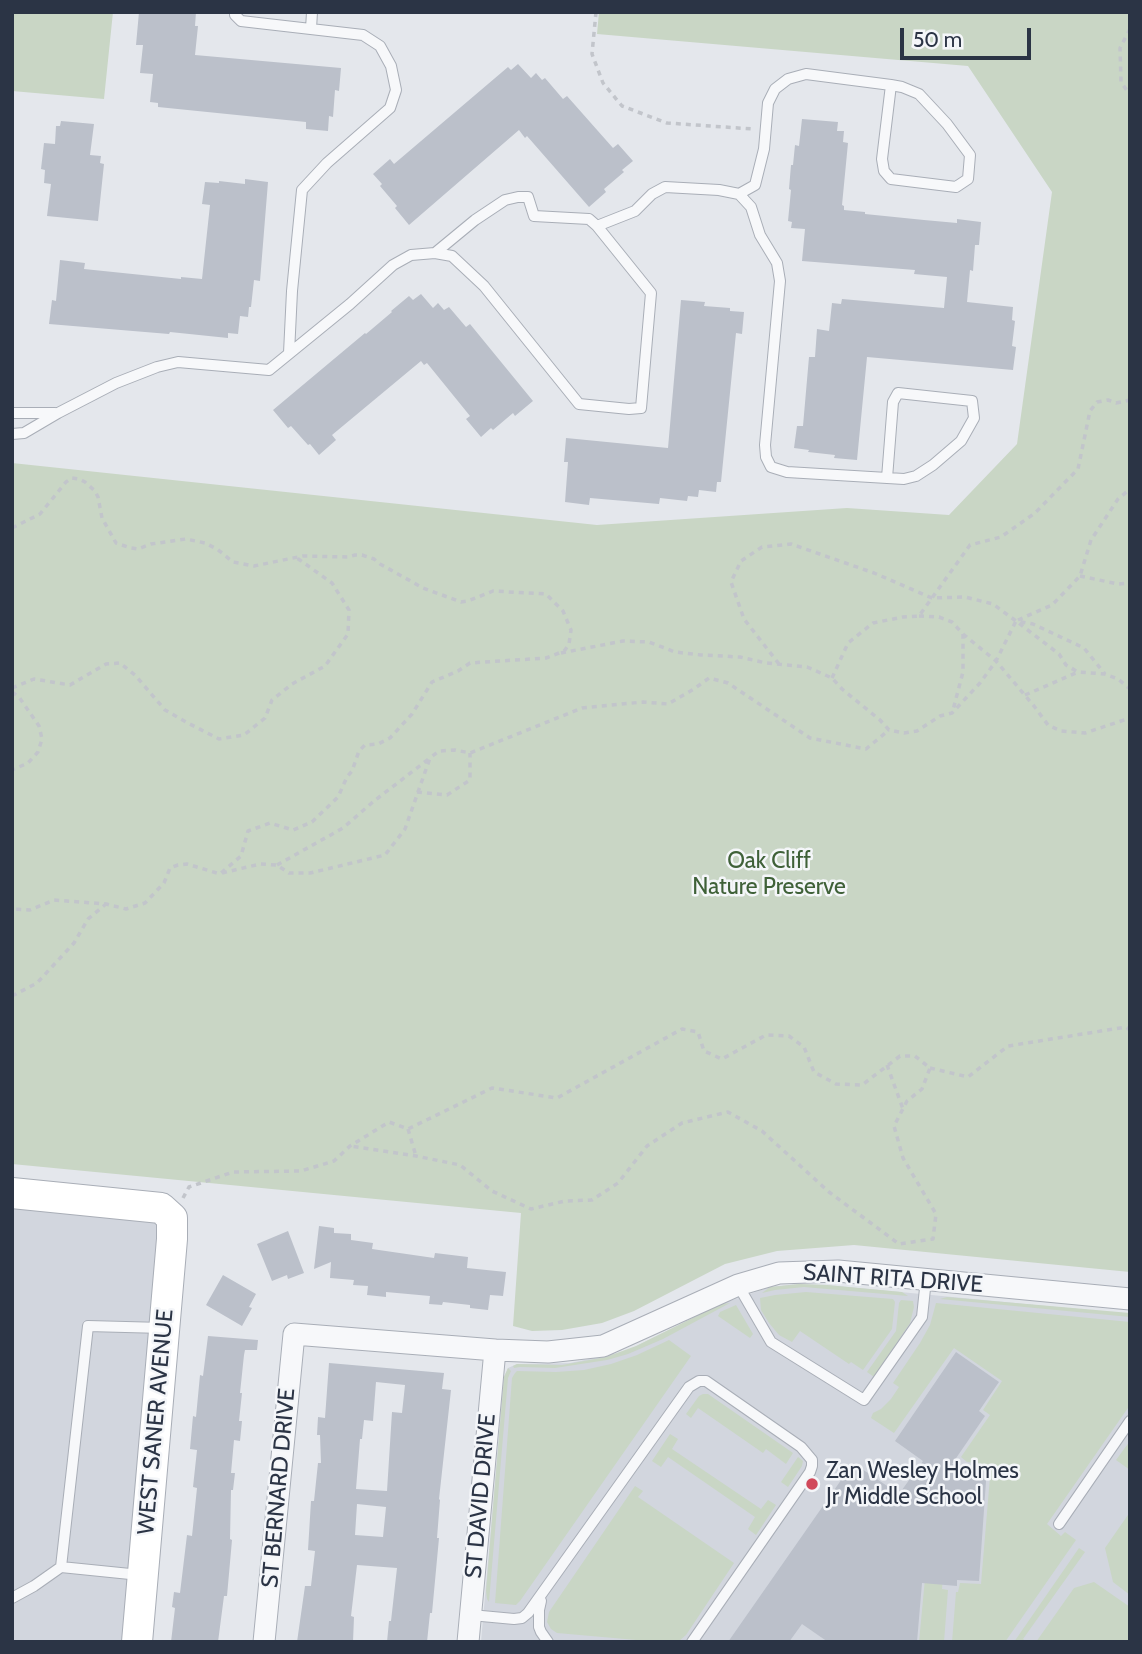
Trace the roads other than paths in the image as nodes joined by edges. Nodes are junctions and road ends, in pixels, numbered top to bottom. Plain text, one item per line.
1 (235, 12) edge
2 (312, 12) edge
3 (311, 29) junction
4 (891, 85) junction
5 (739, 194) junction
6 (597, 226) junction
7 (435, 253) junction
8 (289, 353) junction
9 (12, 412) edge
10 (58, 413) junction
11 (12, 434) edge
12 (887, 478) junction
13 (12, 1193) edge
14 (926, 1279) junction
15 (738, 1285) junction
16 (1130, 1299) edge
17 (164, 1328) junction
18 (294, 1334) joint
19 (495, 1350) junction
20 (1130, 1422) edge
21 (1059, 1524) dead end
22 (61, 1567) junction
23 (142, 1576) junction
24 (545, 1592) junction
25 (12, 1598) edge
26 (471, 1615) junction
27 (137, 1642) edge
28 (264, 1642) edge
29 (468, 1642) edge
30 (475, 1642) edge
31 (548, 1642) edge
32 (692, 1642) edge

1 - 3 lane
2 - 3 lane
3 - 8 lane
4 - 4 lane
4 - 5 lane
5 - 6 lane
5 - 12 lane
6 - 7 lane
6 - 7 lane
7 - 8 lane
8 - 10 lane
9 - 10 lane
10 - 11 lane
12 - 12 lane
13 - 17 street, WEST SANER AVENUE
14 - 15 street, SAINT RITA DRIVE
14 - 15 lane
14 - 16 street, SAINT RITA DRIVE
15 - 19 street, SAINT RITA DRIVE
17 - 22 lane
17 - 23 street, WEST SANER AVENUE
18 - 19 street, SAINT RITA DRIVE
18 - 28 street, ST BERNARD DRIVE
19 - 26 street, ST DAVID DRIVE
20 - 21 lane
22 - 23 lane
22 - 25 lane
23 - 27 street, WEST SANER AVENUE
24 - 26 lane
24 - 31 lane
24 - 32 lane
26 - 29 street, ST DAVID DRIVE
29 - 30 lane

__Exercise description__
Throughout the data, tally the lines that hold the string "WEST" and report the tally alone.

__Exercise output__
3